QUALITATIVE AND QUANTITATIVE COMPOSITION
PHOSPHATE SANDOZ Effervescent Tablets containing 1.936g of sodium
acid phosphate anhydrous.
3.
PHARMACEUTICAL FORM
Effervescent Tablets
4.
CLINICAL PARTICULARS
4.1.
Therapeutic Indications
Hypercalcaemia associated with such conditions as hyperparathyroidism,
multiple myelomatosis and malignancy.
Hypophosphataemia associated with vitamin D resistant rickets and vitamin D
resistant hypophosphataemic osteomalacia.
4.2.
Posology and Method of Administration
PHOSPHATE SANDOZ Effervescent should be dissolved in 1/3 to 1/2 a
tumblerful of water and taken orally.
Dosage should be adjusted to suit the requirements of individual patients.
Excessive dosage has been reported to produce hypocalcaemia in isolated
cases.
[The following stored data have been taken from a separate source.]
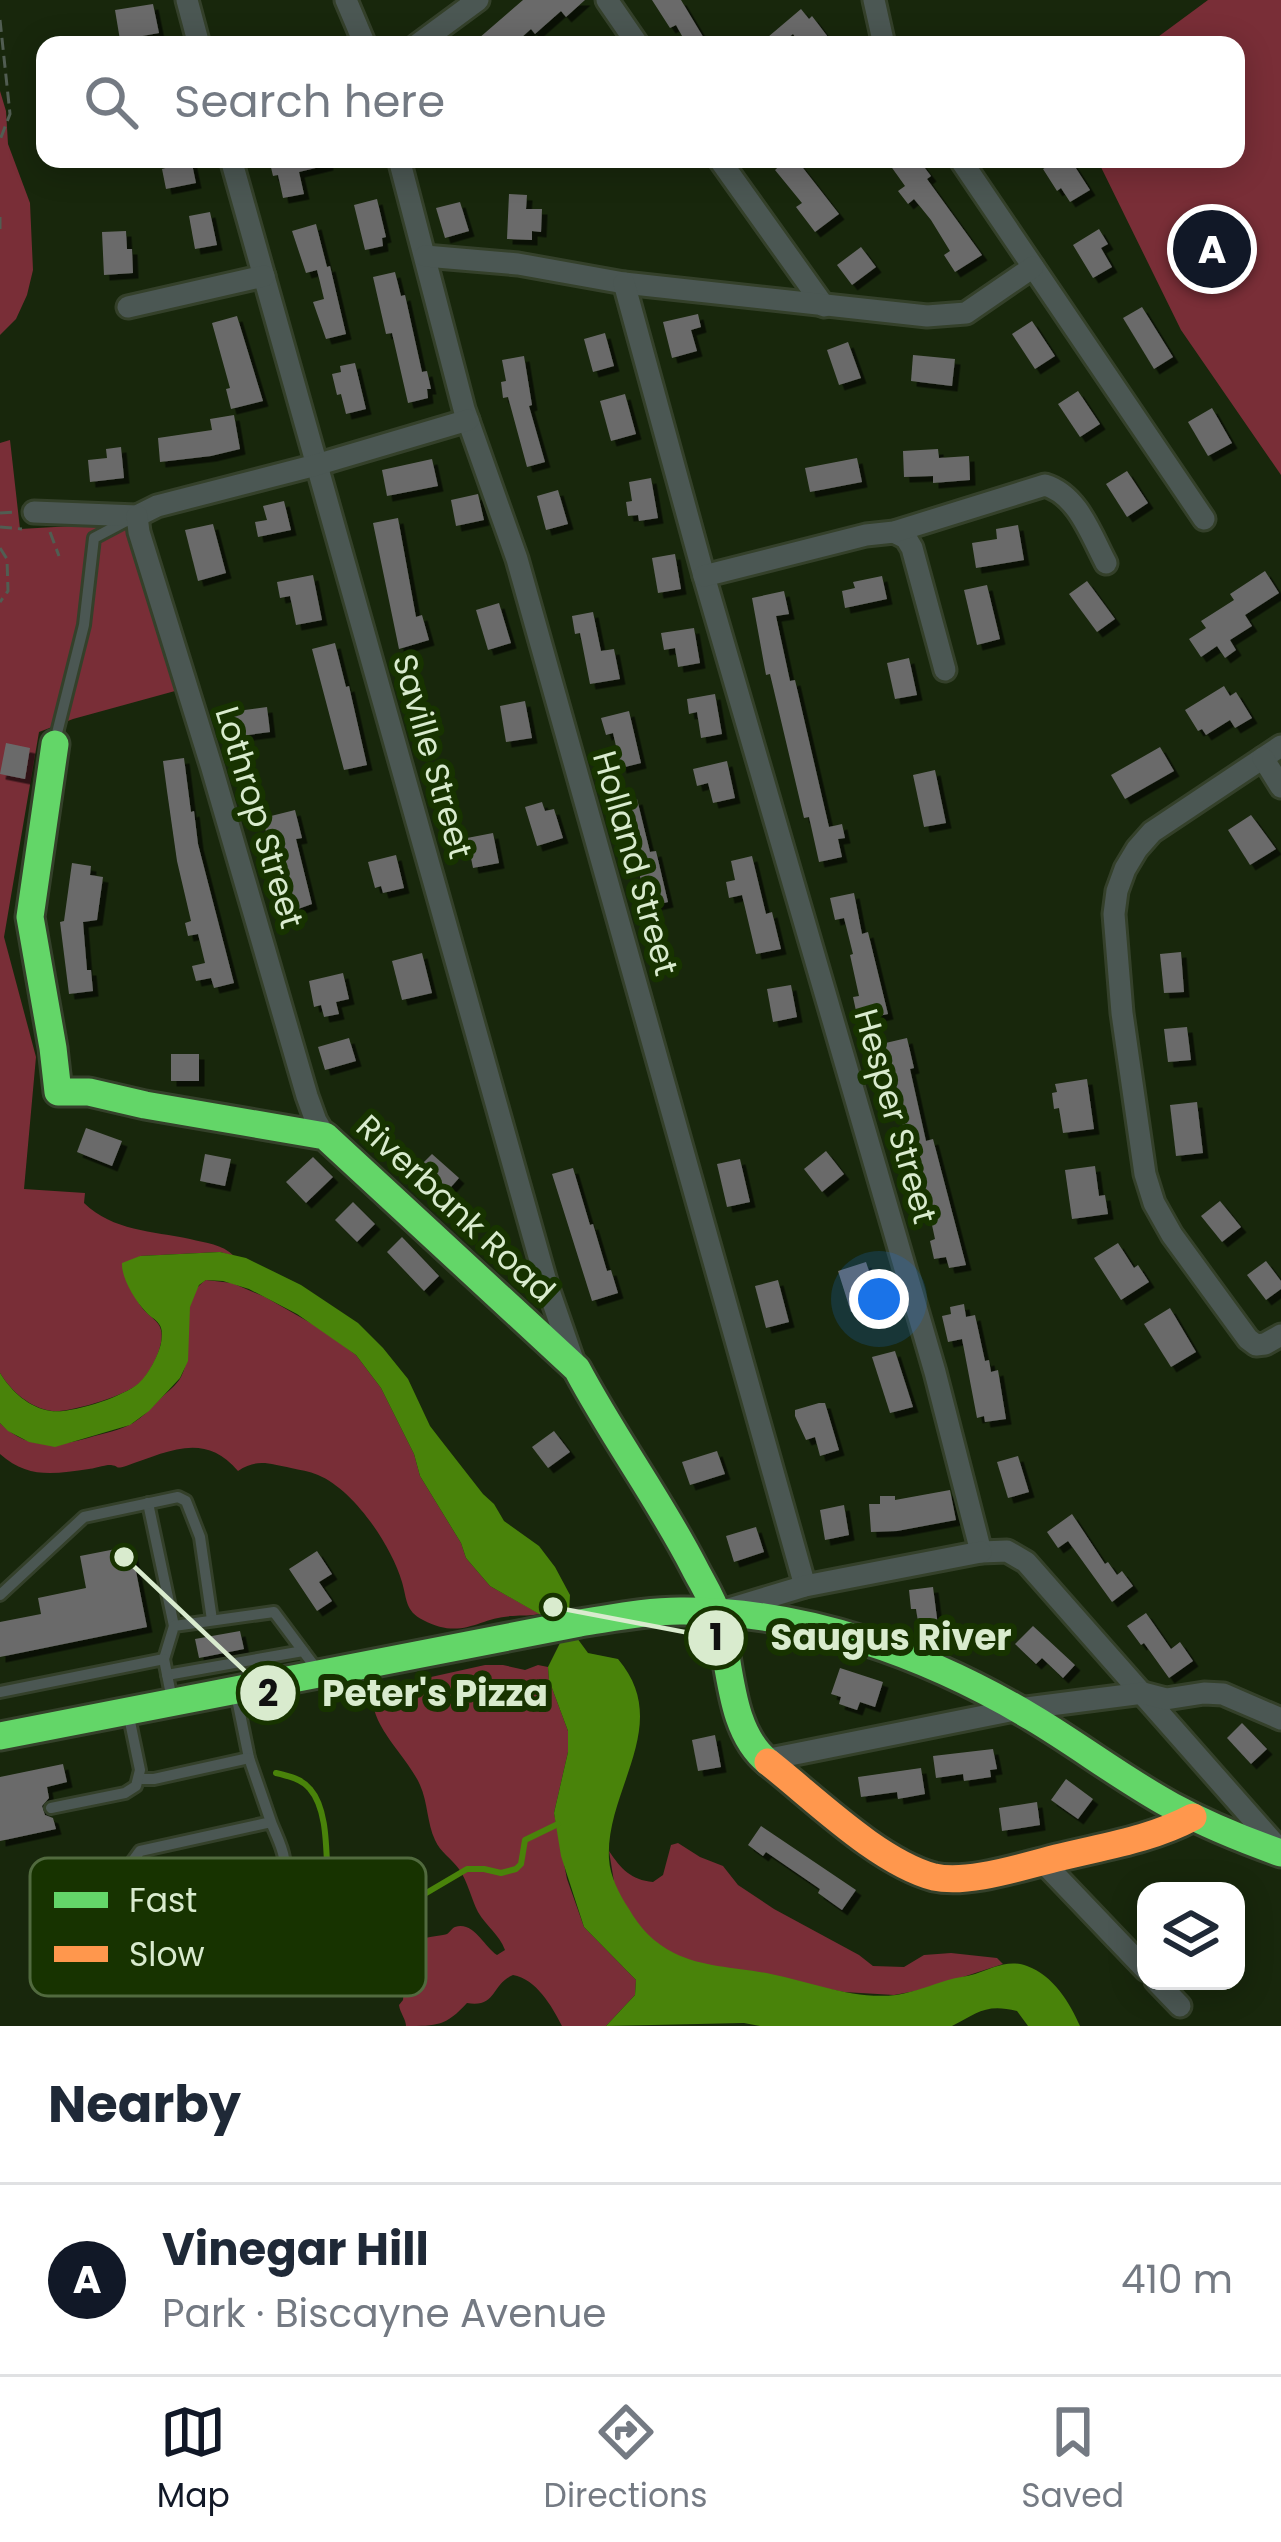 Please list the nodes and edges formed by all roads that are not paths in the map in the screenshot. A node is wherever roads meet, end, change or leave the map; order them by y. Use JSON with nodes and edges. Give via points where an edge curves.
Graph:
{"nodes":[{"id":1,"x":187,"y":0,"type":"edge"},
{"id":2,"x":346,"y":0,"type":"edge"},
{"id":3,"x":478,"y":0,"type":"edge"},
{"id":4,"x":607,"y":0,"type":"edge"},
{"id":5,"x":874,"y":0,"type":"edge"},
{"id":6,"x":197,"y":36,"type":"edge"},
{"id":7,"x":361,"y":36,"type":"edge"},
{"id":8,"x":429,"y":36,"type":"edge"},
{"id":9,"x":632,"y":36,"type":"edge"},
{"id":10,"x":882,"y":36,"type":"edge"},
{"id":11,"x":234,"y":168,"type":"edge"},
{"id":12,"x":401,"y":168,"type":"edge"},
{"id":13,"x":725,"y":168,"type":"edge"},
{"id":14,"x":966,"y":168,"type":"edge"},
{"id":15,"x":425,"y":256,"type":"junction"},
{"id":16,"x":1033,"y":267,"type":"junction"},
{"id":17,"x":264,"y":276,"type":"junction"},
{"id":18,"x":624,"y":283,"type":"junction"},
{"id":19,"x":824,"y":306,"type":"junction"},
{"id":20,"x":128,"y":307,"type":"dead end"},
{"id":21,"x":468,"y":420,"type":"junction"},
{"id":22,"x":316,"y":465,"type":"junction"},
{"id":23,"x":34,"y":512,"type":"dead end"},
{"id":24,"x":137,"y":516,"type":"junction"},
{"id":25,"x":1204,"y":519,"type":"dead end"},
{"id":26,"x":894,"y":532,"type":"junction"},
{"id":27,"x":1106,"y":563,"type":"dead end"},
{"id":28,"x":704,"y":576,"type":"junction"},
{"id":29,"x":945,"y":670,"type":"dead end"},
{"id":30,"x":55,"y":744,"type":"joint"},
{"id":31,"x":1272,"y":752,"type":"edge"},
{"id":32,"x":1281,"y":787,"type":"edge"},
{"id":33,"x":325,"y":1136,"type":"junction"},
{"id":34,"x":1281,"y":1335,"type":"edge"},
{"id":35,"x":577,"y":1369,"type":"junction"},
{"id":36,"x":148,"y":1503,"type":"junction"},
{"id":37,"x":981,"y":1552,"type":"junction"},
{"id":38,"x":805,"y":1586,"type":"junction"},
{"id":39,"x":0,"y":1595,"type":"edge"},
{"id":40,"x":717,"y":1612,"type":"junction"},
{"id":41,"x":212,"y":1620,"type":"junction"},
{"id":42,"x":174,"y":1626,"type":"junction"},
{"id":43,"x":164,"y":1658,"type":"junction"},
{"id":44,"x":311,"y":1662,"type":"junction"},
{"id":45,"x":170,"y":1689,"type":"junction"},
{"id":46,"x":235,"y":1691,"type":"junction"},
{"id":47,"x":0,"y":1692,"type":"edge"},
{"id":48,"x":1143,"y":1693,"type":"junction"},
{"id":49,"x":1019,"y":1709,"type":"junction"},
{"id":50,"x":128,"y":1712,"type":"junction"},
{"id":51,"x":1281,"y":1719,"type":"edge"},
{"id":52,"x":0,"y":1736,"type":"edge"},
{"id":53,"x":249,"y":1758,"type":"junction"},
{"id":54,"x":765,"y":1760,"type":"junction"},
{"id":55,"x":140,"y":1779,"type":"junction"},
{"id":56,"x":51,"y":1808,"type":"dead end"},
{"id":57,"x":1193,"y":1817,"type":"junction"},
{"id":58,"x":271,"y":1822,"type":"junction"},
{"id":59,"x":1281,"y":1852,"type":"edge"},
{"id":60,"x":135,"y":1858,"type":"edge"},
{"id":61,"x":283,"y":1858,"type":"edge"},
{"id":62,"x":1042,"y":1861,"type":"junction"},
{"id":63,"x":1137,"y":1961,"type":"edge"},
{"id":64,"x":1165,"y":1990,"type":"edge"},
{"id":65,"x":1180,"y":2006,"type":"dead end"}],
"edges":[{"from":1,"to":6,"type":"street"},
{"from":2,"to":7,"type":"street"},
{"from":3,"to":8,"type":"street"},
{"from":4,"to":9,"type":"street"},
{"from":5,"to":10,"type":"street"},
{"from":11,"to":17,"type":"street","name":"Saville Street"},
{"from":12,"to":15,"type":"street","name":"Holland Street"},
{"from":13,"to":19,"type":"street"},
{"from":14,"to":16,"type":"street"},
{"from":15,"to":18,"type":"street"},
{"from":15,"to":21,"type":"street","name":"Holland Street"},
{"from":16,"to":19,"type":"street","via":[[950,316]]},
{"from":16,"to":25,"type":"street"},
{"from":17,"to":20,"type":"street"},
{"from":17,"to":22,"type":"street","name":"Saville Street"},
{"from":18,"to":19,"type":"street"},
{"from":18,"to":28,"type":"street","name":"Hesper Street"},
{"from":21,"to":22,"type":"street"},
{"from":21,"to":38,"type":"street","name":"Holland Street","via":[[517,559]]},
{"from":22,"to":24,"type":"street"},
{"from":22,"to":35,"type":"street","name":"Saville Street"},
{"from":23,"to":24,"type":"street"},
{"from":24,"to":30,"type":"lane","via":[[94,538],[84,625]]},
{"from":24,"to":33,"type":"street","name":"Lothrop Street"},
{"from":26,"to":27,"type":"street","via":[[1046,485],[1077,508]]},
{"from":26,"to":28,"type":"street"},
{"from":26,"to":29,"type":"street","via":[[918,563]]},
{"from":28,"to":37,"type":"street","name":"Hesper Street"},
{"from":30,"to":33,"type":"street","name":"Riverbank Road","via":[[30,917],[58,1092]]},
{"from":31,"to":32,"type":"street"},
{"from":31,"to":34,"type":"street","via":[[1144,840],[1120,880],[1114,926],[1154,1203],[1248,1339],[1265,1344]]},
{"from":33,"to":35,"type":"street","name":"Riverbank Road"},
{"from":35,"to":40,"type":"street","name":"Riverbank Road"},
{"from":36,"to":39,"type":"lane","via":[[84,1517]]},
{"from":36,"to":41,"type":"lane","via":[[186,1501]]},
{"from":36,"to":42,"type":"lane"},
{"from":37,"to":38,"type":"street"},
{"from":37,"to":48,"type":"street","via":[[1007,1551],[1026,1562]]},
{"from":38,"to":40,"type":"street"},
{"from":40,"to":44,"type":"street","via":[[675,1611]]},
{"from":40,"to":49,"type":"street","via":[[817,1628],[896,1652]]},
{"from":40,"to":54,"type":"street","name":"Riverbank Road","via":[[741,1722]]},
{"from":41,"to":42,"type":"lane"},
{"from":41,"to":44,"type":"lane","via":[[274,1612]]},
{"from":42,"to":43,"type":"lane"},
{"from":43,"to":45,"type":"lane"},
{"from":43,"to":47,"type":"lane"},
{"from":44,"to":45,"type":"lane"},
{"from":44,"to":46,"type":"street"},
{"from":45,"to":46,"type":"street"},
{"from":45,"to":50,"type":"street"},
{"from":46,"to":53,"type":"lane"},
{"from":48,"to":49,"type":"street"},
{"from":48,"to":51,"type":"street","via":[[1223,1694]]},
{"from":48,"to":59,"type":"street"},
{"from":49,"to":54,"type":"street"},
{"from":49,"to":57,"type":"street"},
{"from":50,"to":52,"type":"street"},
{"from":50,"to":55,"type":"lane"},
{"from":53,"to":55,"type":"lane"},
{"from":53,"to":58,"type":"lane"},
{"from":54,"to":62,"type":"street","via":[[886,1856],[935,1877]]},
{"from":55,"to":56,"type":"lane","via":[[125,1793]]},
{"from":57,"to":59,"type":"street"},
{"from":57,"to":62,"type":"street","via":[[1165,1832]]},
{"from":58,"to":60,"type":"lane"},
{"from":58,"to":61,"type":"lane"},
{"from":62,"to":63,"type":"street"},
{"from":64,"to":65,"type":"street"}]}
Particular care should therefore be taken to ensure appropriate dosage
in the elderly.
Adults
Hypercalcaemia: up to 6 tablets daily (adjustment being made according to
requirements).
Vitamin D resistant hypophosphateaemic osteomalacia: 4-6 tablets daily.
Children under 5 years
Hypercalcaemia: up to 3 tablets daily (adjustment being made according to
requirements).
Vitamin D resistant rickets: 2-3 tablets daily.
4.3.
Contra-Indications
None.
4.4.
Special Warnings and Special Precautions for Use
In cases of impaired renal function associated with hypercalcaemia and in
cases where restricted sodium intake is required, eg. congestive cardiac failure,
hypertension or pre-eclamptic toxaemia, the sodium (20.4mmol per tablet) and
potassium (3.1mmol per tablet) content of PHOSPHATE SANDOZ should be
taken into consideration. In cases of hypercalcaemia associated with impaired
renal function and hyperphosphataemia, the main effect of oral phosphate is to
bind calcium in the gut and thus reduce calcium absorption.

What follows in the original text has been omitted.